Moda

Occhiali occhiuti

Sembra ieri, quando in un passato non lontanissimo vedevamo quei telefilm anni Ottanta in cui i nostri beniamini ne facevano di tutti i colori tra i banchi di scuola pur di non studiare e combattere la noia di ore interminabili di spiegazioni liceali.
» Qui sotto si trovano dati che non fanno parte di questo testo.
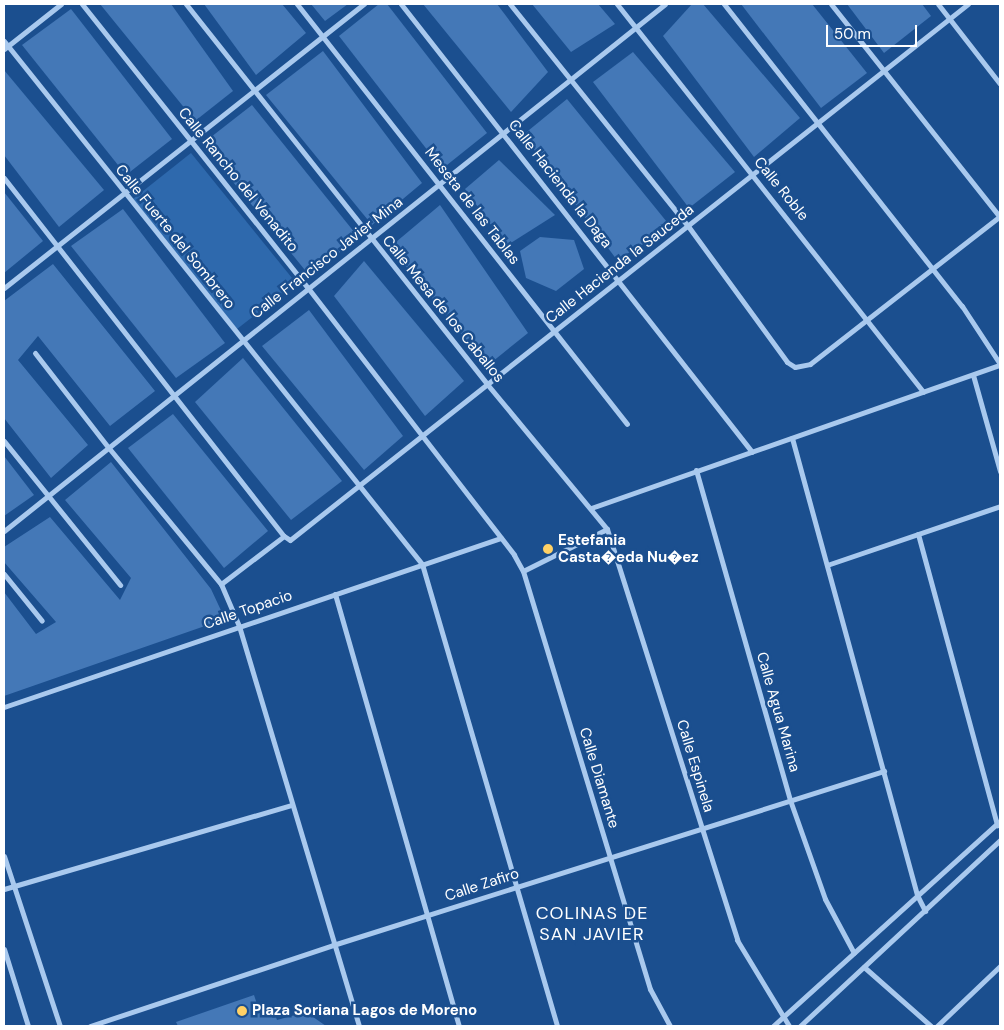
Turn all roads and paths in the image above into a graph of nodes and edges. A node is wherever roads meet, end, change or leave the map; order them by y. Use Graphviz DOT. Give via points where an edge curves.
graph roads {
  1 [pos="61,4"];
  2 [pos="82,4"];
  3 [pos="186,4"];
  4 [pos="297,4"];
  5 [pos="364,4"];
  6 [pos="401,4"];
  7 [pos="510,4"];
  8 [pos="617,4"];
  9 [pos="665,4"];
  10 [pos="724,4"];
  11 [pos="831,4"];
  12 [pos="938,4"];
  13 [pos="968,4"];
  14 [pos="950,18"];
  15 [pos="636,27"];
  16 [pos="323,36"];
  17 [pos="5,45"];
  18 [pos="884,70"];
  19 [pos="569,80"];
  20 [pos="1000,84"];
  21 [pos="253,92"];
  22 [pos="818,123"];
  23 [pos="503,133"];
  24 [pos="190,140"];
  25 [pos="753,174"];
  26 [pos="4,178"];
  27 [pos="438,184"];
  28 [pos="124,192"];
  29 [pos="1000,217"];
  30 [pos="688,226"];
  31 [pos="371,239"];
  32 [pos="56,245"];
  33 [pos="932,269"];
  34 [pos="620,280"];
  35 [pos="4,288"];
  36 [pos="308,288"];
  37 [pos="868,319"];
  38 [pos="553,332"];
  39 [pos="242,340"];
  40 [pos="35,353"];
  41 [pos="1000,365"];
  42 [pos="973,374"];
  43 [pos="487,384"];
  44 [pos="923,392"];
  45 [pos="173,394"];
  46 [pos="627,424"];
  47 [pos="422,436"];
  48 [pos="792,438"];
  49 [pos="4,441"];
  50 [pos="108,446"];
  51 [pos="752,452"];
  52 [pos="696,470"];
  53 [pos="1000,471"];
  54 [pos="359,486"];
  55 [pos="47,497"];
  56 [pos="1000,506"];
  57 [pos="591,508"];
  58 [pos="607,529"];
  59 [pos="4,531"];
  60 [pos="918,534"];
  61 [pos="285,537"];
  62 [pos="501,538"];
  63 [pos="422,564"];
  64 [pos="827,565"];
  65 [pos="523,571"];
  66 [pos="4,574"];
  67 [pos="221,584"];
  68 [pos="120,585"];
  69 [pos="335,594"];
  70 [pos="42,621"];
  71 [pos="239,626"];
  72 [pos="4,707"];
  73 [pos="884,771"];
  74 [pos="790,800"];
  75 [pos="291,805"];
  76 [pos="998,823"];
  77 [pos="702,828"];
  78 [pos="1000,840"];
  79 [pos="4,856"];
  80 [pos="610,857"];
  81 [pos="14,887"];
  82 [pos="515,887"];
  83 [pos="4,889"];
  84 [pos="917,895"];
  85 [pos="925,911"];
  86 [pos="424,916"];
  87 [pos="333,945"];
  88 [pos="4,949"];
  89 [pos="854,953"];
  90 [pos="1000,966"];
  91 [pos="864,967"];
  92 [pos="782,1018"];
  93 [pos="28,1026"];
  94 [pos="60,1026"];
  95 [pos="90,1026"];
  96 [pos="359,1026"];
  97 [pos="459,1026"];
  98 [pos="557,1026"];
  99 [pos="670,1026"];
  100 [pos="772,1026"];
  101 [pos="789,1026"];
  102 [pos="800,1026"];
  103 [pos="931,1026"];
  104 [pos="937,1026"];
  1 -- 17 [label="street"];
  2 -- 24 [label="street, Calle Rancho del Venadito"];
  3 -- 21 [label="street, Calle Mesa de los Caballos"];
  4 -- 16 [label="street, Meseta de las Tablas"];
  5 -- 16 [label="street"];
  6 -- 23 [label="street, Calle Hacienda la Daga"];
  7 -- 19 [label="street"];
  8 -- 15 [label="street, Calle Roble"];
  9 -- 15 [label="street, Calle Francisco Javier Mina"];
  10 -- 22 [label="street"];
  11 -- 18 [label="street"];
  12 -- 14 [label="street"];
  13 -- 14 [label="street, Calle Hacienda la Sauceda"];
  14 -- 18 [label="street, Calle Hacienda la Sauceda"];
  14 -- 20 [label="street"];
  15 -- 19 [label="street, Calle Francisco Javier Mina"];
  15 -- 25 [label="street, Calle Roble"];
  16 -- 21 [label="street"];
  16 -- 27 [label="street, Meseta de las Tablas"];
  17 -- 28 [label="street, Calle Fuerte del Sombrero"];
  18 -- 22 [label="street, Calle Hacienda la Sauceda"];
  18 -- 29 [label="street"];
  19 -- 23 [label="street, Calle Francisco Javier Mina"];
  19 -- 30 [label="street"];
  21 -- 24 [label="street"];
  21 -- 31 [label="street, Calle Mesa de los Caballos"];
  22 -- 25 [label="street, Calle Hacienda la Sauceda"];
  22 -- 33 [label="street"];
  23 -- 27 [label="street, Calle Francisco Javier Mina"];
  23 -- 34 [label="street, Calle Hacienda la Daga"];
  24 -- 28 [label="street"];
  24 -- 36 [label="street, Calle Rancho del Venadito"];
  25 -- 30 [label="street, Calle Hacienda la Sauceda"];
  25 -- 37 [label="street, Calle Roble"];
  26 -- 32 [label="street"];
  27 -- 31 [label="street, Calle Francisco Javier Mina"];
  27 -- 38 [label="street, Meseta de las Tablas"];
  28 -- 32 [label="street"];
  28 -- 39 [label="street, Calle Fuerte del Sombrero"];
  29 -- 33 [label="street"];
  30 -- 34 [label="street, Calle Hacienda la Sauceda"];
  30 -- 37 [label="street" via="787,362 801,367 810,364"];
  31 -- 36 [label="street, Calle Francisco Javier Mina"];
  31 -- 43 [label="street, Calle Mesa de los Caballos"];
  32 -- 35 [label="street"];
  32 -- 45 [label="street"];
  33 -- 37 [label="street"];
  33 -- 41 [label="street" via="962,306"];
  34 -- 38 [label="street, Calle Hacienda la Sauceda"];
  34 -- 51 [label="street, Calle Hacienda la Daga"];
  36 -- 39 [label="street, Calle Francisco Javier Mina"];
  36 -- 47 [label="street, Calle Rancho del Venadito"];
  37 -- 44 [label="street, Calle Roble"];
  38 -- 43 [label="street, Calle Hacienda la Sauceda"];
  38 -- 46 [label="street, Meseta de las Tablas"];
  39 -- 45 [label="street, Calle Francisco Javier Mina"];
  39 -- 54 [label="street, Calle Fuerte del Sombrero"];
  40 -- 50 [label="street"];
  41 -- 42 [label="street"];
  42 -- 44 [label="street"];
  42 -- 53 [label="street"];
  43 -- 47 [label="street, Calle Hacienda la Sauceda"];
  43 -- 57 [label="street, Calle Mesa de los Caballos"];
  44 -- 48 [label="street"];
  45 -- 50 [label="street, Calle Francisco Javier Mina"];
  45 -- 61 [label="street"];
  47 -- 54 [label="street, Calle Hacienda la Sauceda"];
  47 -- 62 [label="street, Calle Rancho del Venadito"];
  48 -- 51 [label="street"];
  48 -- 64 [label="street"];
  49 -- 55 [label="street"];
  50 -- 55 [label="street, Calle Francisco Javier Mina"];
  50 -- 67 [label="street"];
  51 -- 52 [label="street"];
  52 -- 57 [label="street"];
  52 -- 74 [label="street, Calle Agua Marina"];
  54 -- 61 [label="street, Calle Hacienda la Sauceda" via="294,538"];
  54 -- 63 [label="street, Calle Fuerte del Sombrero"];
  55 -- 59 [label="street, Calle Francisco Javier Mina"];
  55 -- 68 [label="street"];
  56 -- 60 [label="street"];
  57 -- 58 [label="street, Calle Espinela"];
  58 -- 65 [label="street"];
  58 -- 77 [label="street, Calle Espinela"];
  60 -- 64 [label="street"];
  60 -- 76 [label="street"];
  61 -- 67 [label="street, Calle Hacienda la Sauceda"];
  62 -- 63 [label="street, Calle Topacio"];
  62 -- 65 [label="street, Calle Diamante"];
  63 -- 69 [label="street, Calle Topacio"];
  63 -- 82 [label="street"];
  64 -- 73 [label="street"];
  65 -- 80 [label="street, Calle Diamante"];
  66 -- 70 [label="street"];
  67 -- 71 [label="street"];
  69 -- 71 [label="street, Calle Topacio"];
  69 -- 86 [label="street"];
  71 -- 72 [label="street, Calle Topacio"];
  71 -- 75 [label="street"];
  73 -- 74 [label="street, Calle Zafiro"];
  73 -- 84 [label="street"];
  74 -- 77 [label="street, Calle Zafiro"];
  74 -- 89 [label="street, Calle Agua Marina" via="825,899"];
  75 -- 81 [label="street"];
  75 -- 87 [label="street"];
  76 -- 84 [label="street"];
  77 -- 80 [label="street, Calle Zafiro"];
  77 -- 92 [label="street, Calle Espinela" via="737,940"];
  78 -- 85 [label="street"];
  79 -- 81 [label="street"];
  80 -- 82 [label="street, Calle Zafiro"];
  80 -- 99 [label="street, Calle Diamante" via="650,989"];
  81 -- 83 [label="street"];
  81 -- 94 [label="street"];
  82 -- 86 [label="street, Calle Zafiro"];
  82 -- 98 [label="street"];
  84 -- 85 [label="street"];
  84 -- 89 [label="street"];
  85 -- 91 [label="street"];
  86 -- 87 [label="street, Calle Zafiro"];
  86 -- 97 [label="street"];
  87 -- 95 [label="street, Calle Zafiro"];
  87 -- 96 [label="street"];
  88 -- 93 [label="street"];
  89 -- 92 [label="street"];
  90 -- 104 [label="street"];
  91 -- 102 [label="street"];
  91 -- 103 [label="street"];
  92 -- 100 [label="street"];
  92 -- 101 [label="street, Calle Espinela"];
}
Chi non ha mai avuto la tentazione di indossare come loro un paio di occhiali da vista sui quali fossero disegnati due occhi attenti dietro cui nascondere un rigenerante e salvifico sonnellino?

Beh, non possiamo con assoluto rigore confermare che si sia ispirato a questo, ma di certo ci è andato molto vicino il creativo Jyo John Mulloor che di questo gadget di fine secolo scorso ne ha fatto un’opera d’arte, declinando questa semplice e divertente idea in una collezione di occhiali dalla montatura rotonda che raffigurano sguardi maschili e femminili, ma anche e soprattutto di zombie ed animali di varie specie.

Già molto discusso lo scorso anno per i suoi caschi da motocicletta Humanhelmet raffiguranti crani umani sui quali venivano sfoggiate teste rasate e piercing con dovizia di particolari iper realistici, stavolta l’indiano Jyo vuole stupire con sguardi inquietanti e zoomorfi che non passeranno di certo inosservati: serpenti, civette, tigri, coccodrilli o gufi si sovrappongono al viso delle modelle con un effetto a dir poco inquietante. C’è da dire che il nostro Jyo per le raffigurazioni antropomorfe ha proprio una passione, viste le altre sue particolari opere Naked balls o gli stravaganti Barefoot. Quello che non si è veramente capito è se con queste opere d’arte poi ci si debba davvero confrontare ed indossarle tutti i giorni. In un mondo fatto di apparenza e maschere, forse cogliere lo sguardo più vero della natura e svelare l’animale che c’è in ognuno di noi potrebbe davvero essere un modo per guardarsi oltre o guardarsi dentro. Provocazione o genio? A voi l’ardua sentenza.